Spectral and Electrochemical Behavior of Copper(II)-Phenanthrolines Bound to Calf Thymus DNA. [(5,6-dimethyl-OP)(2)Cu](2+) (5,6-dimethyl-OP = 5,6-Dimethyl-1,10-phenanthroline) Induces a Conformational Transition from B to Z DNA.

Abstract

The interaction of 1:2 copper(II) complexes of 1,10-phenanthroline (OP) and variously methyl-substituted phenanthrolines with calf thymus DNA has been investigated by viscometry and spectral and electrochemical techniques. Viscometry and competitive ethidium bromide (EthBr) emission studies reveal that substitutions at 4- and 4,7-positions confer the complex a reduced affinity for DNA via partial intercalative interaction of the middle ring of OP between the base pairs of DNA, while substitutions at 5- and 5,6-positions confer a weak affinity toward DNA. The tetramethyl substitution at 3,4,7,8-positions lead to an intermediate behavior for the complex. Circular dichroism spectral studies of the interaction disclose for the first time that, of all the complexes, the 5,6-dimethyl-OP complex is a unique and remarkable reagent in that it reversibly binds to DNA and effects the important conversion of right-handed B DNA to left-handed Z DNA even in the presence of EthBr, an allosteric effector of the B conformation of DNA. This novel conformational transition is unexpected of the low GC content of natural DNA. The ratios of the binding constants (K(+)/K(2+)) for DNA binding of the Cu(I) and Cu(II) forms of the redox active OP complexes rather than the Cu(II)/Cu(I) redox potentials (0.023 to -0.098 V vs SCE) are good measures of the substituent dependent DNA cleavage efficiency and rate.

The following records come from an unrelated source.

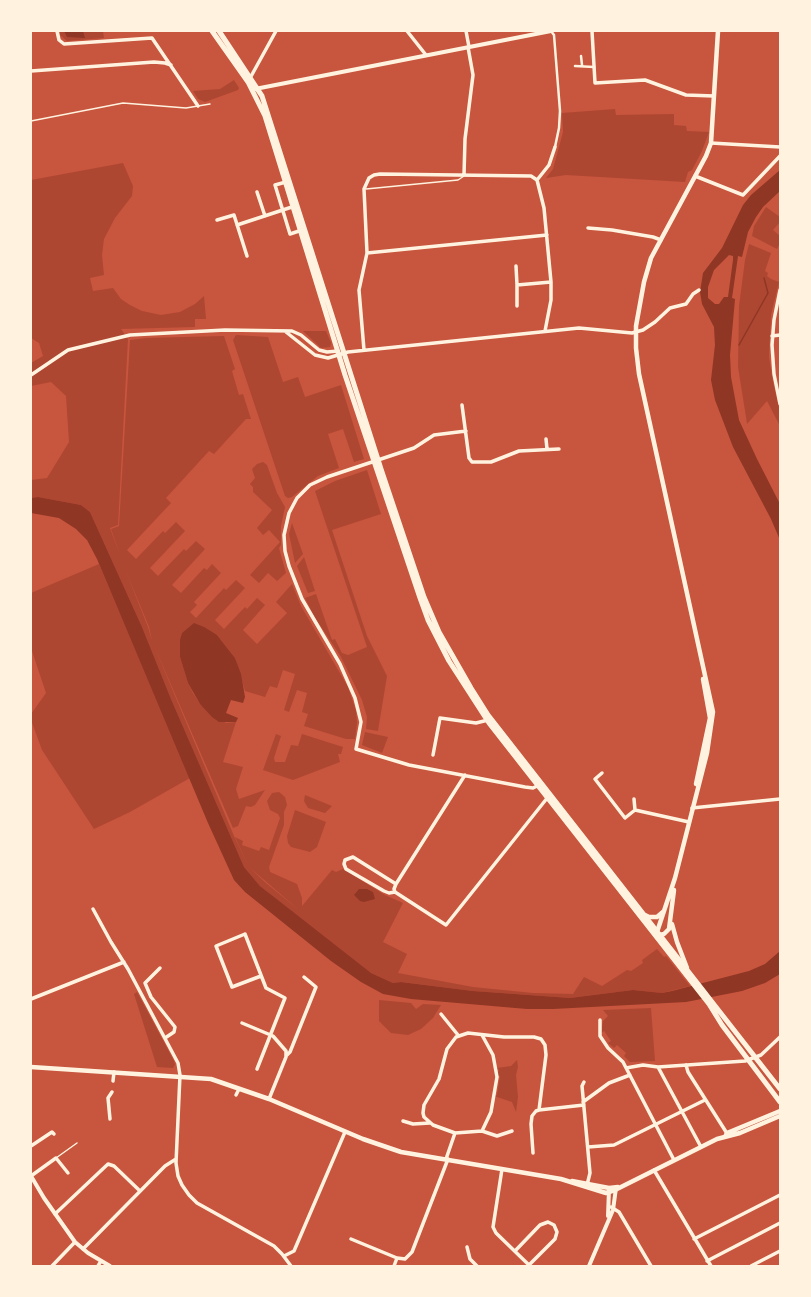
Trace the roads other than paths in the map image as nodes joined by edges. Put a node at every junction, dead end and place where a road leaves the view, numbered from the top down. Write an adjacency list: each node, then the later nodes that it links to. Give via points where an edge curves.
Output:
1 (57, 31): 14 (street, via 59,40 64,44 152,38)
2 (212, 31): 19 (main road)
3 (219, 31): 18 (main road)
4 (276, 31): 18 (street)
5 (407, 31): 11 (street)
6 (466, 31): 10 (street)
7 (551, 31): 10 (street); 27 (street, via 554,35 560,112)
8 (592, 31): 16 (street)
9 (718, 31): 22 (main road)
10 (468, 47): 11 (street); 30 (street, via 473,75 465,139)
11 (426, 55): 20 (street)
12 (581, 56): 13 (street)
13 (582, 65): 15 (street); 16 (street)
14 (171, 66): 17 (street, via 154,62); 24 (street)
15 (575, 66)
16 (595, 67): 22 (street, via 596,83 645,80 686,95)
17 (31, 71)
18 (251, 77): 19 (street); 20 (main road)
19 (248, 82): 21 (main road)
20 (258, 88): 21 (street); 33 (main road)
21 (252, 90): 33 (main road, via 265,116)
22 (714, 96): 26 (main road)
23 (210, 104): 24 (lane)
24 (198, 106): 25 (lane, via 182,108 123,103)
25 (31, 121)
26 (711, 143): 28 (street); 31 (main road)
27 (555, 147): 32 (street, via 549,164)
28 (780, 147)
29 (780, 156): 31 (street, via 743,195)
30 (464, 176): 32 (street, via 533,176); 34 (lane, via 458,180); 34 (street, via 374,175 366,181)
31 (695, 176): 44 (main road)
32 (537, 180): 43 (street, via 543,203)
33 (287, 181): 36 (main road); 37 (street, via 275,185)
34 (364, 189): 45 (street)
35 (257, 192): 38 (street)
36 (295, 206): 37 (street); 42 (main road)
37 (283, 210): 38 (street); 42 (street, via 290,234)
38 (265, 216): 40 (street)
39 (217, 220): 40 (street, via 234,214)
40 (237, 225): 46 (street)
41 (588, 228): 44 (street)
42 (303, 230): 60 (main road)
43 (546, 235): 45 (street); 48 (street)
44 (660, 240): 56 (main road, via 645,277)
45 (367, 253): 59 (street, via 359,290)
46 (247, 256)
47 (516, 266): 49 (street)
48 (551, 282): 49 (street); 55 (street, via 551,300)
49 (517, 284): 54 (street)
50 (698, 290): 56 (street, via 686,304 668,309 655,322)
51 (780, 290): 52 (street)
52 (778, 296): 53 (street); 58 (street)
53 (780, 300)
54 (518, 306)
55 (545, 331): 56 (street, via 585,328); 59 (street)
56 (636, 333): 77 (main road, via 639,374 699,652 710,715)
57 (780, 335): 58 (street)
58 (772, 336): 63 (street, via 774,374)
59 (364, 350): 60 (street)
60 (340, 353): 61 (street, via 321,351 299,333 225,330 123,336 64,352); 68 (main road)
61 (31, 375)
62 (462, 404): 64 (street)
63 (780, 404)
64 (466, 431): 66 (street, via 469,458 474,463 492,462 519,451); 68 (street, via 434,435 417,447)
65 (546, 439): 66 (street)
66 (547, 449): 67 (street)
67 (559, 449)
68 (376, 460): 69 (main road, via 430,615); 72 (street, via 327,477 301,494 286,520 284,534 288,562 302,598 340,664 356,698 361,727 356,749 402,763)
69 (488, 719): 70 (street, via 476,723 440,718); 73 (main road)
70 (433, 755)
71 (602, 774): 78 (street, via 595,779 625,818)
72 (465, 775): 73 (street, via 525,787); 81 (street)
73 (540, 785): 74 (main road)
74 (548, 796): 82 (street, via 446,925); 85 (main road); 87 (main road)
75 (634, 799): 78 (street)
76 (780, 800): 77 (street)
77 (692, 808): 79 (main road)
78 (635, 810): 79 (street)
79 (689, 822): 80 (main road)
80 (675, 878): 83 (main road); 86 (main road)
81 (396, 884): 82 (street); 82 (street, via 352,857 344,864 346,868 384,892)
82 (395, 892)
83 (666, 908): 85 (main road, via 657,917); 87 (main road)
84 (92, 909): 88 (street)
85 (644, 915): 87 (main road)
86 (672, 918): 87 (main road, via 669,929); 92 (main road, via 677,942)
87 (658, 934): 92 (main road)
88 (124, 962): 93 (street); 101 (street)
89 (160, 968): 101 (street, via 145,983 153,1000 175,1027 174,1032)
90 (261, 976): 90 (street, via 232,987 216,946 245,934); 97 (street, via 268,989 285,998)
91 (304, 977): 102 (street, via 316,987)
92 (691, 978): 103 (main road); 104 (main road)
93 (31, 999)
94 (441, 1014): 98 (street)
95 (600, 1020): 108 (street, via 600,1036)
96 (242, 1023): 97 (street)
97 (271, 1035): 102 (street, via 283,1046); 109 (street)
98 (458, 1035): 99 (street); 129 (street, via 447,1049 439,1079 424,1108 424,1117)
99 (482, 1035): 123 (street, via 509,1038 534,1036 542,1040 546,1055); 131 (street, via 493,1055 497,1077 491,1112)
100 (780, 1037): 103 (street)
101 (165, 1038): 112 (street, via 178,1063)
102 (287, 1055): 119 (street)
103 (756, 1058): 104 (street); 116 (main road)
104 (748, 1060): 105 (street); 121 (main road)
105 (686, 1065): 107 (street); 120 (street)
106 (31, 1067): 110 (main road)
107 (658, 1067): 108 (street, via 643,1065); 124 (street)
108 (626, 1068): 111 (street)
109 (257, 1069)
110 (114, 1072): 112 (main road); 113 (street)
111 (630, 1075): 122 (street, via 609,1083); 130 (street)
112 (180, 1076): 115 (main road, via 211,1079); 143 (street)
113 (114, 1082)
114 (584, 1082): 122 (street)
115 (239, 1088): 118 (street); 119 (main road)
116 (780, 1089)
117 (112, 1092): 127 (street, via 108,1098)
118 (236, 1095)
119 (269, 1099): 133 (main road)
120 (705, 1100): 124 (street); 136 (street)
121 (780, 1102)
122 (584, 1103): 123 (street); 139 (street)
123 (539, 1110): 141 (street, via 531,1121)
124 (682, 1111): 130 (street); 140 (street)
125 (780, 1111): 136 (main road)
126 (780, 1116): 136 (main road, via 740,1133)
127 (110, 1119)
128 (403, 1121): 129 (street, via 413,1124)
129 (430, 1123): 134 (street)
130 (655, 1124): 139 (street, via 614,1145); 145 (street)
131 (482, 1131): 132 (street, via 498,1136); 134 (street)
132 (512, 1131)
133 (345, 1132): 144 (main road, via 404,1152); 165 (street, via 294,1251)
134 (455, 1132): 144 (street)
135 (54, 1134): 138 (street, via 52,1132)
136 (727, 1135): 140 (main road)
137 (77, 1143): 142 (lane)
138 (31, 1146)
139 (588, 1147): 150 (street, via 590,1175)
140 (701, 1147): 145 (main road)
141 (533, 1153)
142 (56, 1158): 148 (street); 149 (street)
143 (176, 1159): 153 (street, via 165,1166); 165 (street, via 179,1179 193,1199 268,1243)
144 (447, 1159): 146 (main road); 166 (street, via 412,1252 405,1258)
145 (674, 1160): 147 (main road)
146 (502, 1169): 150 (main road); 163 (street, via 493,1227)
147 (654, 1170): 151 (main road); 159 (street)
148 (68, 1173)
149 (31, 1176): 156 (street)
150 (587, 1186): 152 (main road)
151 (616, 1189): 152 (main road); 155 (street)
152 (609, 1190): 155 (street)
153 (140, 1192): 156 (street, via 113,1165 108,1164); 162 (street)
154 (780, 1195): 159 (street)
155 (611, 1207): 176 (street); 177 (street, via 619,1212)
156 (55, 1214): 160 (street)
157 (780, 1223): 168 (street)
158 (351, 1239): 166 (street)
159 (694, 1239): 168 (street)
160 (75, 1242): 162 (street); 170 (street)
161 (467, 1247): 175 (street, via 470,1259)
162 (83, 1250): 167 (street)
163 (515, 1251): 169 (street); 169 (street, via 540,1224 554,1224 557,1232 555,1239)
164 (780, 1251): 179 (street)
165 (284, 1256): 173 (street)
166 (397, 1258): 174 (street)
167 (101, 1261): 171 (street); 172 (street)
168 (708, 1261): 178 (street)
169 (530, 1265)
170 (52, 1266)
171 (98, 1266)
172 (110, 1266)
173 (291, 1266)
174 (394, 1266)
175 (477, 1266)
176 (589, 1266)
177 (651, 1266)
178 (711, 1266)
179 (751, 1266)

They also reveal that the Cu(I) form of OP and 4-methyl- and 5,6-dimethyl-substituted OP complexes displays enhanced affinity to bind but noncovalently to the minor groove of DNA. Attempts have been made to illustrate the cleavage rate and efficiency of nucleolytic reactions in the light of the relative binding constants of Cu(I) and Cu(II) forms of the OP complexes.